Unseen by all but her former husband, the phantom Elvira taunts him and Ruth to the breaking point. She also has an ulterior motive, which ultimately injures the constantly flustered housemaid Edith (Jessica Rempel) and forms the basis for the second and third acts. This leaves it to the increasingly wearied Charles and flighty Madame Arcati to ensure that any lingering spirit gets a swift return to the astral plane.
Noël Coward's "improbable farce" from 1941 is full of quotable Wildean quips, and despite its enduring reputation as a classic comedy it explores the nastier side of romantic jealousy without ever getting mired in solemnity.

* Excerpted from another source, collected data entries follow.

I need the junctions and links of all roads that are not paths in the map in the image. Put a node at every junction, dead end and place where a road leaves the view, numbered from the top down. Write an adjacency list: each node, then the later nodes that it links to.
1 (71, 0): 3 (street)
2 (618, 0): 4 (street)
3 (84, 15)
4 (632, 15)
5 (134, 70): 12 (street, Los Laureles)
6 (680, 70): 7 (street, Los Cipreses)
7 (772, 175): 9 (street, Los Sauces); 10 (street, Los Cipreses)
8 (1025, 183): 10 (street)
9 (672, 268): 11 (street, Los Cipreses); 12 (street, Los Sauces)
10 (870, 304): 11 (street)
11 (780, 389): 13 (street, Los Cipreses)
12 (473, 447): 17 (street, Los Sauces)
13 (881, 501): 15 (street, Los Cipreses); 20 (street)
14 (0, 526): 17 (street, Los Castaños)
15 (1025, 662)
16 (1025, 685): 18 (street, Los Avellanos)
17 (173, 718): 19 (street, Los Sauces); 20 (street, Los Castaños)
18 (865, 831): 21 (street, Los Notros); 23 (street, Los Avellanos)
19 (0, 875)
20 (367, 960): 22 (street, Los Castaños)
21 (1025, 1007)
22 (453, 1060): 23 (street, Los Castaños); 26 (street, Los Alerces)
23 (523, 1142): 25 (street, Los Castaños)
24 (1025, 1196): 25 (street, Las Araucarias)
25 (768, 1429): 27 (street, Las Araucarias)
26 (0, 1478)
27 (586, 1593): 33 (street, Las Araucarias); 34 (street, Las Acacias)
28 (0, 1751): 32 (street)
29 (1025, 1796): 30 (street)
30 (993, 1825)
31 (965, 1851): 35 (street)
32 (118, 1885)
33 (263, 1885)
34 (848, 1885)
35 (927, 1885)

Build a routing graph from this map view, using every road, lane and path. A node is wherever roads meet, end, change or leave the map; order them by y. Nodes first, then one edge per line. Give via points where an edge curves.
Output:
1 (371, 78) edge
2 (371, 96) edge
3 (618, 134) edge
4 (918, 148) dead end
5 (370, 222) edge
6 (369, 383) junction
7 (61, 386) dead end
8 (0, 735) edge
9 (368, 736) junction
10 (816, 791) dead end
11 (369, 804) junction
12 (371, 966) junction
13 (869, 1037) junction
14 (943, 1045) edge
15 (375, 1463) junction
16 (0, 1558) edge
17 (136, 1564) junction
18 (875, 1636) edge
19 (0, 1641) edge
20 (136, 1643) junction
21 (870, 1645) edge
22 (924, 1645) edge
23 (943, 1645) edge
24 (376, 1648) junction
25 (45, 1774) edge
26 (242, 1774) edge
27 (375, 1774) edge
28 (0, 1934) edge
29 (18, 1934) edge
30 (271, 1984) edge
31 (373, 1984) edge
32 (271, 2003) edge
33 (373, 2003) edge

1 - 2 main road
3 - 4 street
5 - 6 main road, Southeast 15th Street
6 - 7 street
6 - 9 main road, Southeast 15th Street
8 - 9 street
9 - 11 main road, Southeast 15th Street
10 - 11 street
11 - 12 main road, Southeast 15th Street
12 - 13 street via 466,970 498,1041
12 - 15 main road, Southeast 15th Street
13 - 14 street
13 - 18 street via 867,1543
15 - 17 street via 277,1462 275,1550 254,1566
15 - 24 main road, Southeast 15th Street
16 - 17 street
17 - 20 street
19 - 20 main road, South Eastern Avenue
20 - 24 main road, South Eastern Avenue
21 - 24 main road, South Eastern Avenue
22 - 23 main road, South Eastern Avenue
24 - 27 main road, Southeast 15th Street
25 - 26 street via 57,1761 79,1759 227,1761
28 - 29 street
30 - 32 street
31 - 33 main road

Its casual treatment of marital infidelity seems downright bold considering its era.
What haunts Blithe Spirit in general is its length. The running time easily clocks the better part of three hours, making its umpteenth fusillade of upper-crust insults more like a private indulgence than a dramatic necessity.
This leads to moments when the center cannot hold in this production directed by Karen Brathovde. The tautness sags, the excess action muddles the dialogue, and the full-cast scenes get wobbly. Some of this stands a good chance of remedying itself as the show continues its run; some could have been preempted by judiciously snipping lines, theatrical rights allowing.
Finlayson is persuasive as Charles, but he begins and ends his sentences with a groan right from the outset, leaving him nowhere to go but higher in pitch as his exasperation grows. Both he and Schwalbe, who hits Ruth's single note solidly throughout, affect convincing accents. Stafford's Arcati sounds more Welsh; intentional or not, it suits her character well. Mark Lanterman and Paul Wiersma's set not only evokes Condomine's upper-class living room beautifully, it's also functional enough to perform the work of invisible hands.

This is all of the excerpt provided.